Stored items from a collection:
_ _ _ _ _
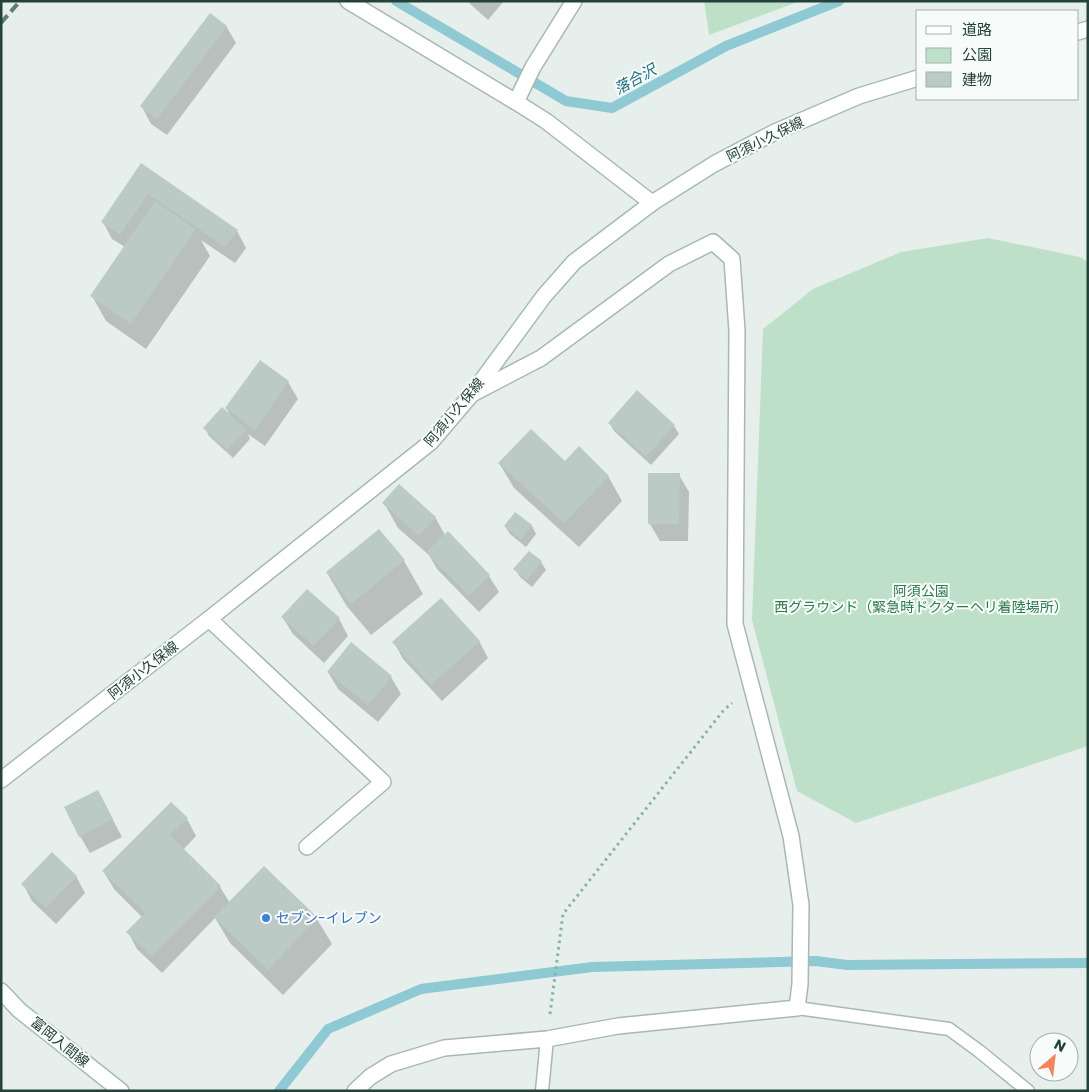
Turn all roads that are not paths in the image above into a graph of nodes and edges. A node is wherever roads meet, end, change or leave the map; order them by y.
1 (348, 1) edge
2 (574, 1) edge
3 (916, 79) edge
4 (518, 96) junction
5 (652, 203) junction
6 (472, 394) junction
7 (209, 619) junction
8 (1, 780) edge
9 (307, 847) dead end
10 (1, 991) edge
11 (797, 1008) junction
12 (547, 1039) junction
13 (121, 1091) edge
14 (355, 1091) edge
15 (542, 1091) edge
16 (1028, 1091) edge

1 - 4 street
2 - 4 street
3 - 5 street, 阿須小久保線
4 - 5 street
5 - 6 street, 阿須小久保線
6 - 7 street, 阿須小久保線
6 - 11 street
7 - 8 street, 阿須小久保線
7 - 9 street
10 - 13 street, 富岡入間線
11 - 12 street
11 - 16 lane
12 - 14 street
12 - 15 lane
_ _ _ _ _
◆ Requirement ◆
What you return must be every entry, word for word, without any pictures.

◆ Exercise solution ◆
Turn all roads that are not paths in the image above into a graph of nodes and edges. A node is wherever roads meet, end, change or leave the map; order them by y.
1 (348, 1) edge
2 (574, 1) edge
3 (916, 79) edge
4 (518, 96) junction
5 (652, 203) junction
6 (472, 394) junction
7 (209, 619) junction
8 (1, 780) edge
9 (307, 847) dead end
10 (1, 991) edge
11 (797, 1008) junction
12 (547, 1039) junction
13 (121, 1091) edge
14 (355, 1091) edge
15 (542, 1091) edge
16 (1028, 1091) edge

1 - 4 street
2 - 4 street
3 - 5 street, 阿須小久保線
4 - 5 street
5 - 6 street, 阿須小久保線
6 - 7 street, 阿須小久保線
6 - 11 street
7 - 8 street, 阿須小久保線
7 - 9 street
10 - 13 street, 富岡入間線
11 - 12 street
11 - 16 lane
12 - 14 street
12 - 15 lane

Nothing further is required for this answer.